I unfolded a paperclip, pointed the end toward her.

“I’ll need a check for services rendered.”

“Of course,” she smiled. “What are your rates?”

“6 dollars an hour.”

She got out her checkbook, scribbled away, ripped the check out and tossed it to me. It landed on the desk. I picked it up. $240. I hadn’t seen that much money since I hit an exacta at Hollywood Park in 1988.

“Thank you, Lady…”

“…Death,” she said.

“Yes,” I said. “Now fill me in a little on this so-called Celine. You said something about a bookstore?”

“Well, he’s been hanging around Red’s bookstore, browsing…asking about Faulkner, Carson McCullers. Charles Manson…”

“Hangs around the bookstore, huh? Hmm…”

“Yes,” she said, “you know Red. He likes to run people out of his bookstore. A person can spend a thousand bucks in there, then maybe linger a minute or two and Red will say, ‘Why don’t you get the hell out of here?’ Red’s a good guy, he’s just freaky. Anyway, he keeps tossing Celine out and Celine goes over to Musso’s and hangs around the bar looking sad. A day or so later he’ll be back and it will happen all over again.”

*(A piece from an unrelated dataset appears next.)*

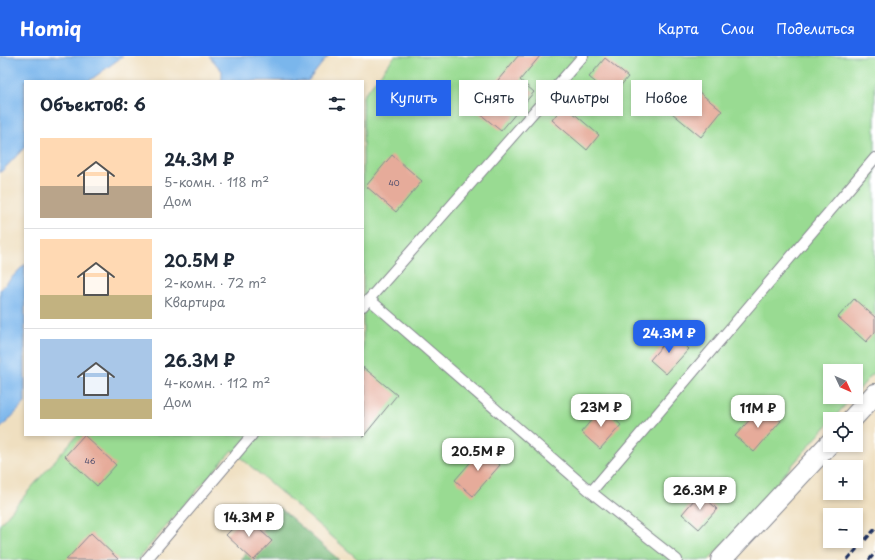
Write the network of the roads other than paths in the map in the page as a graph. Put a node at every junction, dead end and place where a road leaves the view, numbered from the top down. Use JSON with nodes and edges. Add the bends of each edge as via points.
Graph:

“Celine is dead. Celine and Hemingway died a day apart. 32 years ago.”

“I know about Hemingway. I got Hemingway.”

“You sure it was Hemingway?”

“Oh yeah.”

“Then how come you can’t be sure this Celine is the real Celine?”

“I don’t know. I’ve got some kind of block with this thing. It’s never happened before. Maybe I’ve been in the game too long. So, I’ve come to you. Barton says you’re good.”

“And you think the real Celine is alive? You want him?”

“Real bad, buster.”

“Belane. Nick Belane.”

“All right, Belane. I want to make sure. It’s got to be the real Celine, not just some half-assed wannabe. There are too many of those.”

“Don’t we know it.”

“Well, get on it. I want France’s greatest writer. I’ve waited a long time.”

Then she got up and walked out of there. I never saw an ass like that in my life. Beyond concept. Beyond everything. Don’t bother me now. I want to think about it.